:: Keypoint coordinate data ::
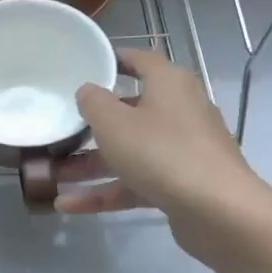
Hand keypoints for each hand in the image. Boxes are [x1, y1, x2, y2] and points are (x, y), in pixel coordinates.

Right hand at [56, 48, 271, 264]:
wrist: (219, 212)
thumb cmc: (162, 152)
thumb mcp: (114, 122)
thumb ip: (93, 102)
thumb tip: (88, 91)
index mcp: (169, 84)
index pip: (141, 61)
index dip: (114, 60)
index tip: (86, 65)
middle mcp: (179, 111)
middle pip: (130, 111)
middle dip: (92, 124)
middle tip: (61, 127)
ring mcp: (182, 150)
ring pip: (129, 151)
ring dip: (90, 164)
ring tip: (53, 175)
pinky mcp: (180, 184)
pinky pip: (135, 182)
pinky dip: (105, 192)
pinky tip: (69, 206)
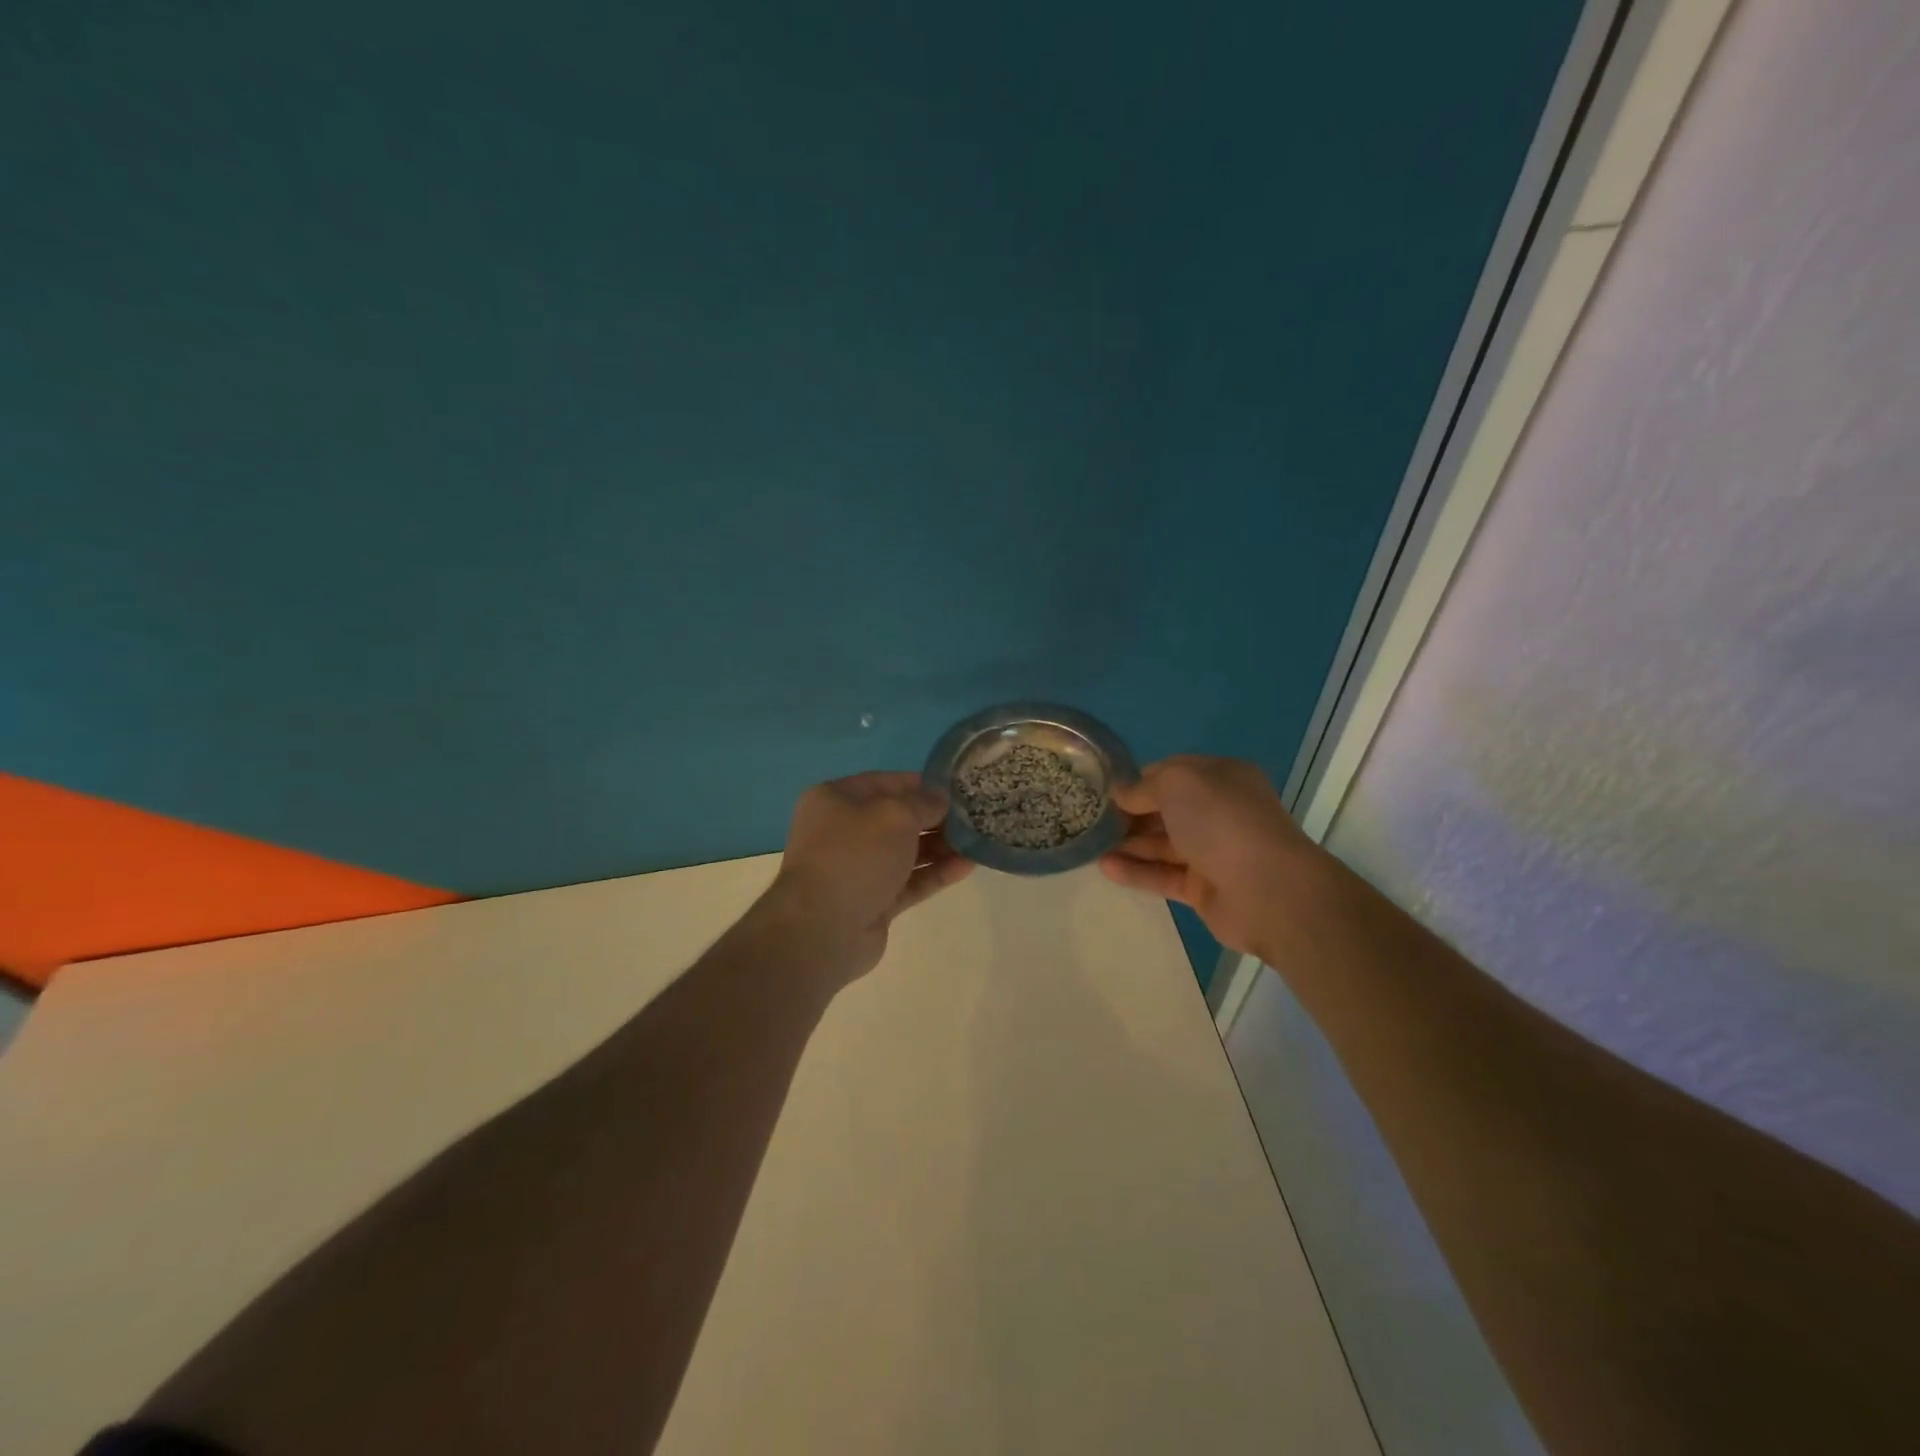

:: ACTIVITY ::
If a line of the data contains the string "pinky", count it; then give the total alone.

:: RESPONSE BOX ::
4